Joy, peace, love, hope, serenity, humility, kindness, benevolence, empathy, generosity, truth, compassion, and faith.
Self-compassion to empathy to companionship on this journey.
The full human experience of being alive, present, and awake in this day.
Be kind to yourself and it overflows into the world.
More love.

“Happiness is not dependent on circumstances being exactly as we want them to be, or on ourselves being exactly as we’d like to be. Rather, happiness stems from loving ourselves and our lives exactly as they are, knowing that joy and pain, strength and weakness, glory and failure are all essential to the full human experience.”― Kristin Neff

Note: Outstanding podcast with researcher and author Kristin Neff on No Small Endeavor

Ministry of Presence

“Be a lamp, or a lifeboat, or a ladder. Help someone’s soul heal. Walk out of your house like a shepherd.”― Rumi

“We are called at certain moments to comfort people who are enduring some trauma. Many of us don’t know how to react in such situations, but others do. In the first place, they just show up. They provide a ministry of presence. Next, they don’t compare. The sensitive person understands that each person’s ordeal is unique and should not be compared to anyone else’s.
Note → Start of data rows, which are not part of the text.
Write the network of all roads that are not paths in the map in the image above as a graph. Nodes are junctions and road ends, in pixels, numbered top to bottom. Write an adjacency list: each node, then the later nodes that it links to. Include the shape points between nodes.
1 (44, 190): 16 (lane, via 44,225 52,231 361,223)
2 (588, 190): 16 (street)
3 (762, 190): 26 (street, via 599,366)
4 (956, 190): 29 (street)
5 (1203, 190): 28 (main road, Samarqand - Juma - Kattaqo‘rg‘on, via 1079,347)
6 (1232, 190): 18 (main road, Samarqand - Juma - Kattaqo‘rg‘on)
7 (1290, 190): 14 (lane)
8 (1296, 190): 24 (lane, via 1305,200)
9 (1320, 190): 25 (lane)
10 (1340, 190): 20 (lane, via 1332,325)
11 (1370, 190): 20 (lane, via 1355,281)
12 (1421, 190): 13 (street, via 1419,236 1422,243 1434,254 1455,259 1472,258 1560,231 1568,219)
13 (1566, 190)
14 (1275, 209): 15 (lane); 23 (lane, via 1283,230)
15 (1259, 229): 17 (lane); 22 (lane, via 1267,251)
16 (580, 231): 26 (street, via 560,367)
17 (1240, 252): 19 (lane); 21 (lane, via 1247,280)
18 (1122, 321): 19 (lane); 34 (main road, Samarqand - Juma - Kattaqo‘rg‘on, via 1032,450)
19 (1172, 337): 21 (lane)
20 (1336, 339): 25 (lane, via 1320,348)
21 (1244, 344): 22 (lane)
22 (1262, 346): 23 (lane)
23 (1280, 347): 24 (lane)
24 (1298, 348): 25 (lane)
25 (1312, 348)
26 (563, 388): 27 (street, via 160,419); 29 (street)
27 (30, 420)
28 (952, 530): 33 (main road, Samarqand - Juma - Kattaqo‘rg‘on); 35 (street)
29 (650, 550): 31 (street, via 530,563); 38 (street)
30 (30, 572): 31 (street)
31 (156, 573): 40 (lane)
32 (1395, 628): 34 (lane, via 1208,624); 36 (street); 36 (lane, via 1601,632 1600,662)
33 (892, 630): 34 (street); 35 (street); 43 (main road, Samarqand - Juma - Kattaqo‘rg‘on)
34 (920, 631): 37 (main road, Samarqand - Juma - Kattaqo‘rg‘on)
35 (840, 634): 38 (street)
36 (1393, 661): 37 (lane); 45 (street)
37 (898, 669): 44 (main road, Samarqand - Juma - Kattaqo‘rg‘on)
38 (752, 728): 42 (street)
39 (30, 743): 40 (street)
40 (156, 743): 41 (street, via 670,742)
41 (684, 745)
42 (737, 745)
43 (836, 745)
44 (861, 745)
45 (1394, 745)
Next, they do the practical things–making lunch, dusting the room, washing the towels. Finally, they don’t try to minimize what is going on. They don’t attempt to reassure with false, saccharine sentiments. They don’t say that the pain is all for the best. They don’t search for silver linings. They do what wise souls do in the presence of tragedy and trauma. They practice a passive activism. They don’t bustle about trying to solve something that cannot be solved. The sensitive person grants the sufferer the dignity of her own process. She lets the sufferer define the meaning of what is going on. She just sits simply through the nights of pain and darkness, being practical, human, simple, and direct.”― David Brooks, The Road to Character

Show up.
Be present for others.
Reach out to those struggling.
Go beyond self to connection.
Nothing to say or do.
A ministry of presence.
Acts of love.
That’s your purpose, our purpose.
To be human and spread it.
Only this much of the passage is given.